Secret to long life: Eat well

Friday April 12 2013


You are what you eat. Unlike in the past, these words have become common in our day-to-day communication, because of how unhealthy people have become in the modern day.

When I was growing up, a chubby child or an adult was said to be the healthiest of the lot but it is no longer the case today because of the health effects of being overweight.

When you go to a restaurant, especially during lunch hours, try to observe how much and what people serve. You will be surprised what a pile one person eats.

Most of the time, three-quarters of the plate is full of unhealthy foods like red meat and French fries.

Healthy eating is all about balance. When the right types of food are served in balanced amounts, it can help you control weight while lowering the risk of chronic diseases.

A balanced diet is especially important if you want to lead a healthy lifestyle. Proper portions of carbohydrates, proteins, and other nutrients can help you manage your health and avoid complications.

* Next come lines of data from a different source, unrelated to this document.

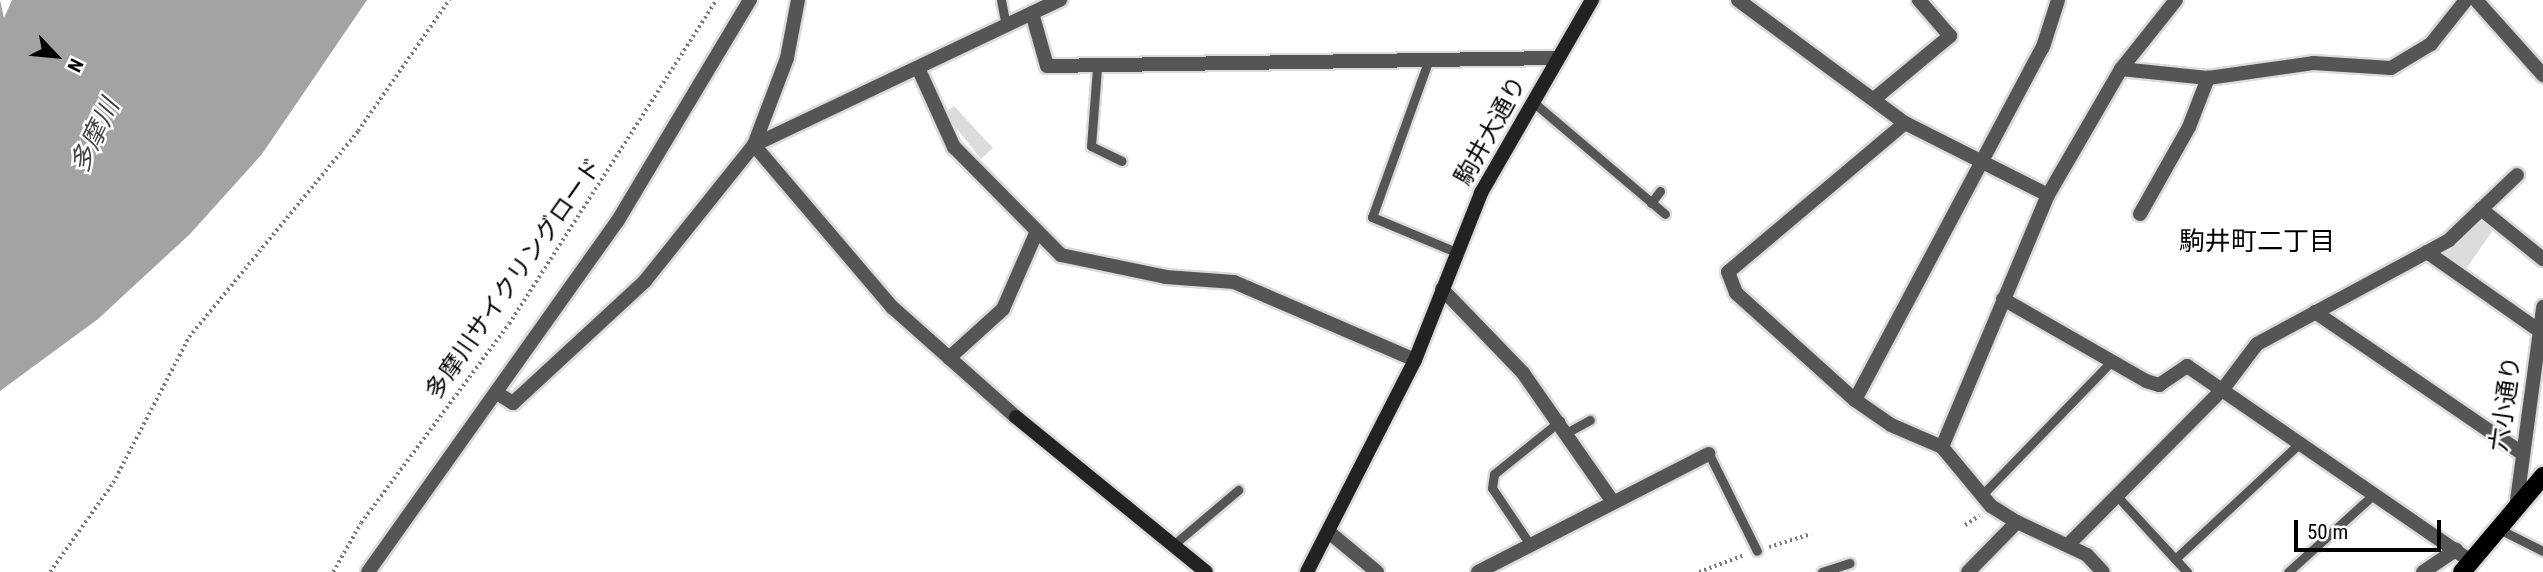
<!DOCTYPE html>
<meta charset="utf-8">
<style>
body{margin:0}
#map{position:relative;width:2543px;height:572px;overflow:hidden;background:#fff;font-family:"Roboto Condensed","Noto Sans JP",sans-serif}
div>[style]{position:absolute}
.green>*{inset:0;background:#dcdcdc}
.water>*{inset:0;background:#a3a3a3}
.path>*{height:3.5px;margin-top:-1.75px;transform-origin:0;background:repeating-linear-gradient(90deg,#777 0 2px,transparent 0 5.5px)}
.roads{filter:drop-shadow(2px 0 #dbdbdb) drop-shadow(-2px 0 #dbdbdb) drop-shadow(0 2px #dbdbdb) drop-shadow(0 -2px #dbdbdb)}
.lane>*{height:9px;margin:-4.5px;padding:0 4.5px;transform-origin:4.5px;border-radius:4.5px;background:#555}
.street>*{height:14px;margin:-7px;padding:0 7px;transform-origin:7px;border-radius:7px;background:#555}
.secondary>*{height:14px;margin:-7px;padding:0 7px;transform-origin:7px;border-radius:7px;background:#222}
.primary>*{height:18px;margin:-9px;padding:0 9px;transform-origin:9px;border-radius:9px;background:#000}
span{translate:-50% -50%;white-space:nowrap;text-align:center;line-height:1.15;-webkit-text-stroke:5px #fff;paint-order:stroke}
.street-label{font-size:24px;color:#000}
.water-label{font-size:26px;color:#444;font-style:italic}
.neighbourhood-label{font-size:26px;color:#000}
.north{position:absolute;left:21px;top:21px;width:70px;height:70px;-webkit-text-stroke:5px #fff;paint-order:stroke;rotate:116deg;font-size:19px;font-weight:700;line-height:28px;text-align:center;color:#000}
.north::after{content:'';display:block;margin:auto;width:24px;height:32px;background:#000;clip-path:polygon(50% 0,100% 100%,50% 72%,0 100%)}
.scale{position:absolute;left:2294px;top:520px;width:147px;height:32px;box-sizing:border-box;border:4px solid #000;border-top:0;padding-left:9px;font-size:21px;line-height:24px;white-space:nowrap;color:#000;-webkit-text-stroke:5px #fff;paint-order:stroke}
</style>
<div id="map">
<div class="green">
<i style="clip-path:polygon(954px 106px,993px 148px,981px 159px,944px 113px)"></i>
<i style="clip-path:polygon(2481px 209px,2498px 223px,2461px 276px,2427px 252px)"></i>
</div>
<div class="water">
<i style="clip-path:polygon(0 0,4px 18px,12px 0,367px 0,262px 154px,190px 234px,98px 319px,0 391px)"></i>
</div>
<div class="path">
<i style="left:1965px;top:525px;width:17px;rotate:-33deg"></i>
<i style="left:1769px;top:547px;width:44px;rotate:-17.2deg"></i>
<i style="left:50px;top:572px;width:109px;rotate:-54.7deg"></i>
<i style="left:113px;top:483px;width:165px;rotate:-62.5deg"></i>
<i style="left:189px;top:337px;width:266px;rotate:-50.6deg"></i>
<i style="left:358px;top:131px;width:160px;rotate:-55.2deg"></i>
<i style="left:333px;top:572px;width:56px;rotate:-60.3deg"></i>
<i style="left:361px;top:523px;width:248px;rotate:-53.4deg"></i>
<i style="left:509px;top:324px;width:384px;rotate:-57.4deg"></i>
<i style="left:1699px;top:572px;width:49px;rotate:-20.3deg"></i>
</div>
<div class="roads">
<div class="lane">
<i style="left:1001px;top:0;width:26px;rotate:79deg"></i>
<i style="left:1429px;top:59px;width:168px;rotate:109.8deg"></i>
<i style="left:1372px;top:217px;width:91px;rotate:22.6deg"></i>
<i style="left:1097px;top:68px;width:78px;rotate:94.4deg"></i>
<i style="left:1091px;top:146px;width:34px;rotate:26deg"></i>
<i style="left:1533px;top:102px;width:173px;rotate:40.3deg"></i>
<i style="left:1651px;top:203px;width:15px;rotate:-53deg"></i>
<i style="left:1568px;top:432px;width:25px;rotate:-29deg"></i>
<i style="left:1709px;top:454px;width:108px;rotate:63.7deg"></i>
<i style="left:1983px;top:494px;width:187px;rotate:-45.9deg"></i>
<i style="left:2116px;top:495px;width:105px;rotate:47.3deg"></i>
<i style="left:2499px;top:529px;width:49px;rotate:26.6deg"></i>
<i style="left:1529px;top:543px;width:66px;rotate:-123.9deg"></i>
<i style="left:1492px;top:488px;width:14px;rotate:-82deg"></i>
<i style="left:1494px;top:474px;width:85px;rotate:-38.8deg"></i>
<i style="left:1172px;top:546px;width:87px;rotate:-40.3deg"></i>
<i style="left:2175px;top:559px;width:171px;rotate:-42.9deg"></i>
<i style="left:1822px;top:572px;width:29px;rotate:-18deg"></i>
<i style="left:2288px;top:572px;width:116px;rotate:-42.2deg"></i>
</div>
<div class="street">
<i style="left:1738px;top:0;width:207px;rotate:36.4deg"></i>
<i style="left:1905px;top:123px;width:160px;rotate:26.7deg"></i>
<i style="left:2476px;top:0;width:101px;rotate:48.2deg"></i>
<i style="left:1032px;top:13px;width:55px;rotate:74.2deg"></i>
<i style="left:1047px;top:66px;width:511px;rotate:-0.9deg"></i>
<i style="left:2121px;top:69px;width:87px;rotate:5.9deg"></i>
<i style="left:2208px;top:78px;width:106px;rotate:-8.1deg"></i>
<i style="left:2313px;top:63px;width:78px;rotate:3.7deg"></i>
<i style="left:2391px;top:68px;width:47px;rotate:-31deg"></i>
<i style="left:2431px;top:44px;width:56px;rotate:-51.5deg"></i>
<i style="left:919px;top:70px;width:85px;rotate:65.6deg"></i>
<i style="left:954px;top:147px;width:152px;rotate:45.3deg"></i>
<i style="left:1061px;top:255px;width:107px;rotate:11.8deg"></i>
<i style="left:1166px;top:277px;width:68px;rotate:4.2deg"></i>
<i style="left:1234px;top:282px;width:197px;rotate:23.3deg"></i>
<i style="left:1874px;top:99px;width:99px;rotate:-39.7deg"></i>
<i style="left:1950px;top:36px;width:48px;rotate:-130.7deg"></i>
<i style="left:1905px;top:123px;width:231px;rotate:139.9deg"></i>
<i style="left:1728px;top:272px;width:22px;rotate:69deg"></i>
<i style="left:1736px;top:293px;width:160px;rotate:42deg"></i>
<i style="left:1855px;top:400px;width:44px;rotate:34.8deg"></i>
<i style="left:1891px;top:425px;width:56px;rotate:23.3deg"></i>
<i style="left:1942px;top:447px;width:77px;rotate:50.3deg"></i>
<i style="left:1991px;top:506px;width:31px;rotate:32deg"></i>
<i style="left:754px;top:145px;width:213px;rotate:49.6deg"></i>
<i style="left:892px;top:307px;width:166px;rotate:41.6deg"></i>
<i style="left:754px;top:145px;width:339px;rotate:-25.4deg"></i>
<i style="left:2481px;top:209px;width:80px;rotate:38.9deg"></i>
<i style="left:2140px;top:214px;width:100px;rotate:-60.6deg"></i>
<i style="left:2189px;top:127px;width:53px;rotate:-68.8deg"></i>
<i style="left:2427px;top:252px;width:138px;rotate:35deg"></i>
<i style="left:1442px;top:289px;width:117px;rotate:46deg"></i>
<i style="left:1523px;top:373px;width:157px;rotate:55.1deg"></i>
<i style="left:2003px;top:299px;width:165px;rotate:29.8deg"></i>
<i style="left:2146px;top:381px;width:14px;rotate:17deg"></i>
<i style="left:2159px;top:385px;width:34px;rotate:-34deg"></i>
<i style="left:2187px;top:366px;width:345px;rotate:34.5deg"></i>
<i style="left:2315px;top:312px;width:250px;rotate:34.3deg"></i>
<i style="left:949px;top:358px;width:73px;rotate:-42.2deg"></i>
<i style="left:1003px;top:309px;width:85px;rotate:-66.4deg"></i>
<i style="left:497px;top:393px;width:19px;rotate:32deg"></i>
<i style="left:513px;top:403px;width:180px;rotate:-42.7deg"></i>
<i style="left:645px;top:281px;width:174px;rotate:-51.3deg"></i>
<i style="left:754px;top:145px;width:93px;rotate:-69.2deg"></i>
<i style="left:787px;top:58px;width:59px;rotate:-79.3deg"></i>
<i style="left:1855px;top:400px;width:400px;rotate:-62deg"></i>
<i style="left:2043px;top:47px;width:49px;rotate:-72.3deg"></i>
<i style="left:1942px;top:447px;width:273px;rotate:-67.2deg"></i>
<i style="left:2048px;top:195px;width:146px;rotate:-59.9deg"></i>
<i style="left:2121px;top:69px;width:88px;rotate:-51.4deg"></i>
<i style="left:2516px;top:508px;width:203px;rotate:-82.3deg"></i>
<i style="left:1330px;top:533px;width:61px;rotate:39.7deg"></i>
<i style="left:2068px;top:545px;width:220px;rotate:-45.2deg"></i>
<i style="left:2223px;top:389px;width:56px;rotate:-52.9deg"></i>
<i style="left:2257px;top:344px;width:218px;rotate:-28.4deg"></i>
<i style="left:2449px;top:240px;width:94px;rotate:-43.7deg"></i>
<i style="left:368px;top:572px;width:430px;rotate:-54.6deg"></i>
<i style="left:617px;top:222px;width:259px;rotate:-59.1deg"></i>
<i style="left:1478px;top:572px;width:259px;rotate:-27.1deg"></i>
<i style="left:1968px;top:572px;width:70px;rotate:-45.6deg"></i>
<i style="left:2017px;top:522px;width:77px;rotate:25.2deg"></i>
<i style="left:2087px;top:555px;width:23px;rotate:47deg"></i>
<i style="left:2423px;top:572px;width:40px;rotate:-34deg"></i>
</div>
<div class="secondary">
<i style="left:1016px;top:417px;width:245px;rotate:39.2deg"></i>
<i style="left:1307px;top:572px;width:238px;rotate:-63deg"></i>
<i style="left:1415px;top:360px;width:180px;rotate:-68.4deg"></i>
<i style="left:1481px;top:193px;width:223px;rotate:-60.1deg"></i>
</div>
<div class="primary">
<i style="left:2462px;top:572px;width:126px;rotate:-49.8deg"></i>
</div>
</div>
<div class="street-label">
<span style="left:1491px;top:131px;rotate:-61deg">駒井大通り</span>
<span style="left:514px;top:279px;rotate:-55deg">多摩川サイクリングロード</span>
<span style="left:2506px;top:404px;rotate:-82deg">六小通り</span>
</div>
<div class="water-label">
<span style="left:95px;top:136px;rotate:-64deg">多摩川</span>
</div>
<div class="neighbourhood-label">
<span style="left:2257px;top:242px">駒井町二丁目</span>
</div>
<div class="north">N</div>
<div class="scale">50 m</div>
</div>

One simple way is to know how to balance your plate. Nutritionists’ advise that filling half of your plate with non-starchy vegetables such as greens, broccoli, carrots, and French beans is the first step to eating right.

Serving food

When serving food, start by filling half your plate with vegetables. Fill half of the remaining space with starchy, carbohydrate-rich foods such as green bananas, bread, rice, potatoes, or beans. The remaining space, about one quarter of the total plate is the spot for protein-rich food such as red meat and chicken.

Have a bowl of fruit and a glass of milk on the side, and you will have eaten a complete, balanced meal. Balancing your plate is a great first step toward a healthier diet.


A balanced diet keeps diseases at bay. When you eat balanced diet, you will protect yourself from chronic diseases among them diabetes, heart disease and cancer.


Many a time people associate obesity with overeating. However, being overweight can be a result of poor eating habits.
The wrong kind of foods end up being deposited as fat in the body.

Meeting your nutritional needs

Your daily food intake should include grain, fruit, milk, yoghurt or other low fat dairy products like cheese, vegetables, beans, oils and protein.

Healthy menu

Breakfast: Whole wheat bread, cereals, milk, fruit, low fat cheese and boiled eggs.

Lunch: Vegetables, rice, beans, boiled potatoes, a bowl of fruits, chicken/meat and fresh juice

Dinner: A bowl of mixed vegetables and whole wheat bread can serve as dinner to avoid feeling bloated at night.